Exercise prompt
Images are not wanted; transcribe the rest of the listing exactly.

Input data
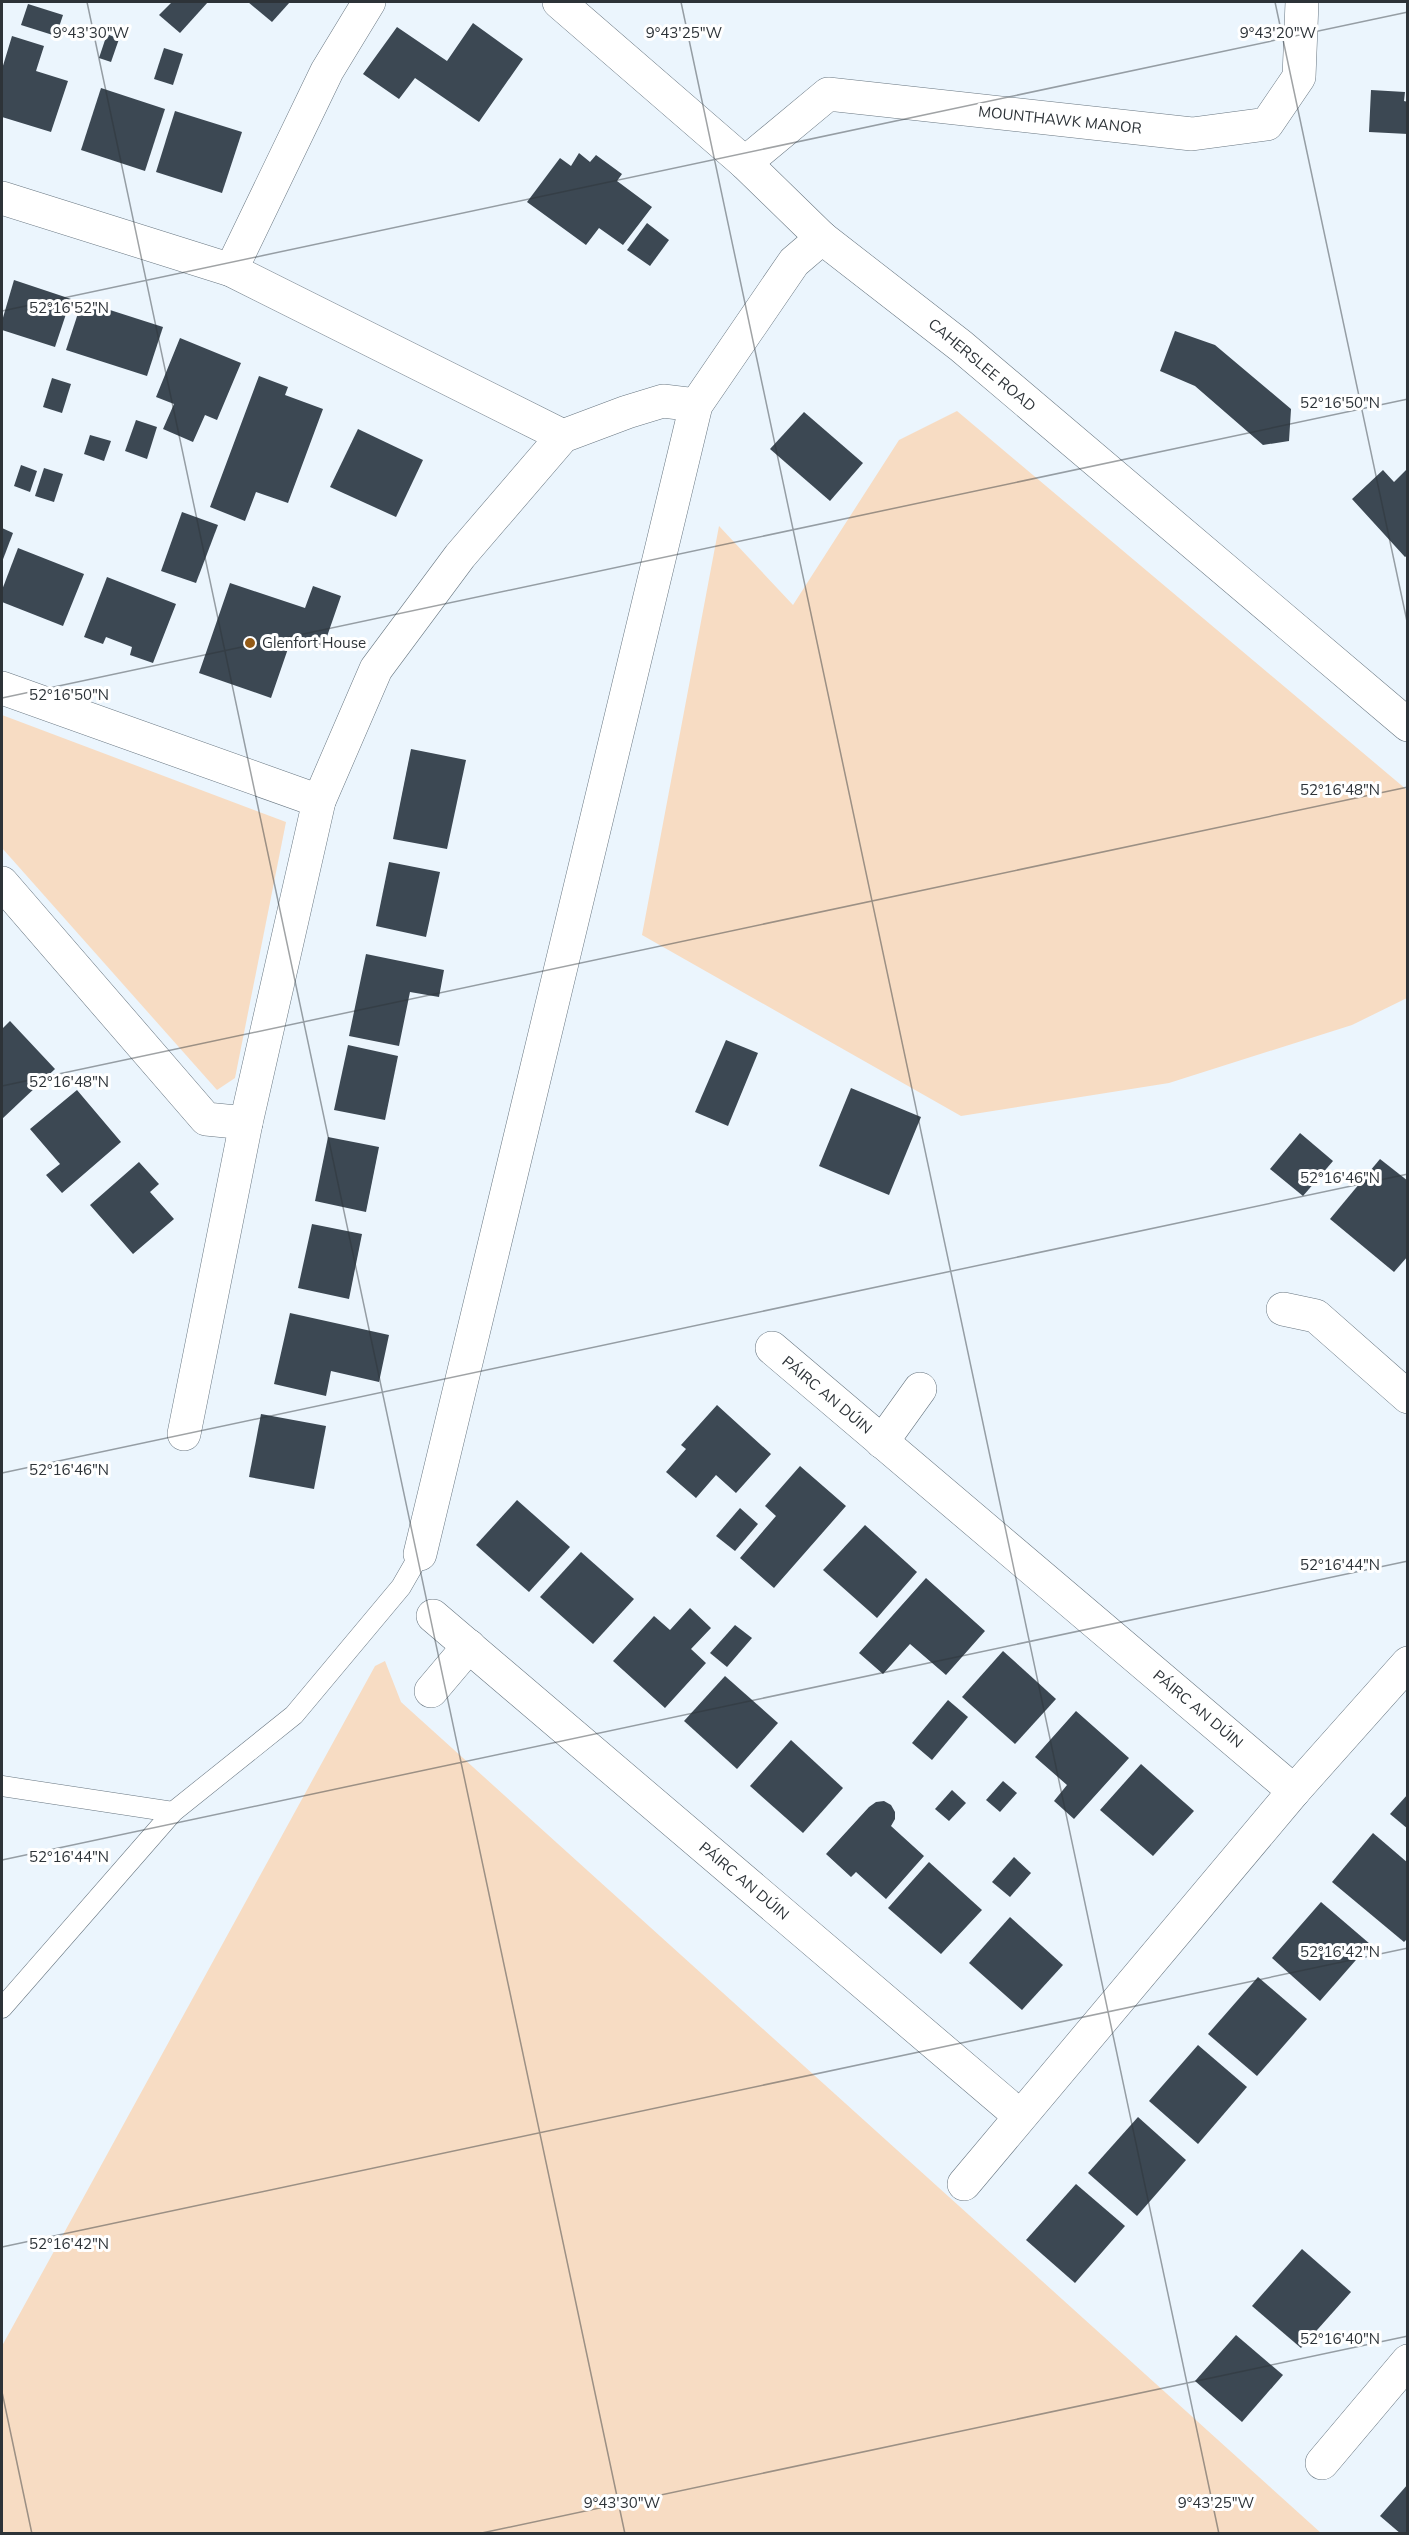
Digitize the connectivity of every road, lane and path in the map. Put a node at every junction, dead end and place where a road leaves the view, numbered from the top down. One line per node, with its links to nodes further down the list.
1 (369, 2): 7 (street)
2 (559, 2): 4 (street, CAHERSLEE ROAD)
3 (1302, 2): 4 (street, MOUNTHAWK MANOR)
4 (745, 164): 6 (street, CAHERSLEE ROAD)
5 (2, 198): 7 (street)
6 (822, 238): 8 (street); 11 (street, CAHERSLEE ROAD)
7 (231, 270): 9 (street)
8 (696, 405): 9 (street); 21 (street)
9 (562, 436): 12 (street)
10 (2, 688): 12 (street)
11 (1407, 725)
12 (319, 801): 14 (street)
13 (2, 883): 14 (street)
14 (246, 1124): 19 (street)
15 (1283, 1309): 18 (street)
16 (772, 1348): 20 (street, PÁIRC AN DÚIN)
17 (920, 1389): 20 (street, PÁIRC AN DÚIN)
18 (1407, 1398)
19 (184, 1434)
20 (882, 1442): 27 (street, PÁIRC AN DÚIN)
21 (420, 1554): 28 (lane)
22 (433, 1616): 23 (street, PÁIRC AN DÚIN)
23 (469, 1646): 25 (street); 30 (street, PÁIRC AN DÚIN)
24 (1407, 1663): 27 (street)
25 (430, 1691)
26 (2, 1786): 28 (lane)
27 (1294, 1791): 30 (street)
28 (173, 1812): 29 (lane)
29 (2, 2008)
30 (1020, 2115): 31 (street)
31 (964, 2184)
32 (1407, 2361): 33 (street)
33 (1322, 2463)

Answer to this exercise
Digitize the connectivity of every road, lane and path in the map. Put a node at every junction, dead end and place where a road leaves the view, numbered from the top down. One line per node, with its links to nodes further down the list.
1 (369, 2): 7 (street)
2 (559, 2): 4 (street, CAHERSLEE ROAD)
3 (1302, 2): 4 (street, MOUNTHAWK MANOR)
4 (745, 164): 6 (street, CAHERSLEE ROAD)
5 (2, 198): 7 (street)
6 (822, 238): 8 (street); 11 (street, CAHERSLEE ROAD)
7 (231, 270): 9 (street)
8 (696, 405): 9 (street); 21 (street)
9 (562, 436): 12 (street)
10 (2, 688): 12 (street)
11 (1407, 725)
12 (319, 801): 14 (street)
13 (2, 883): 14 (street)
14 (246, 1124): 19 (street)
15 (1283, 1309): 18 (street)
16 (772, 1348): 20 (street, PÁIRC AN DÚIN)
17 (920, 1389): 20 (street, PÁIRC AN DÚIN)
18 (1407, 1398)
19 (184, 1434)
20 (882, 1442): 27 (street, PÁIRC AN DÚIN)
21 (420, 1554): 28 (lane)
22 (433, 1616): 23 (street, PÁIRC AN DÚIN)
23 (469, 1646): 25 (street); 30 (street, PÁIRC AN DÚIN)
24 (1407, 1663): 27 (street)
25 (430, 1691)
26 (2, 1786): 28 (lane)
27 (1294, 1791): 30 (street)
28 (173, 1812): 29 (lane)
29 (2, 2008)
30 (1020, 2115): 31 (street)
31 (964, 2184)
32 (1407, 2361): 33 (street)
33 (1322, 2463)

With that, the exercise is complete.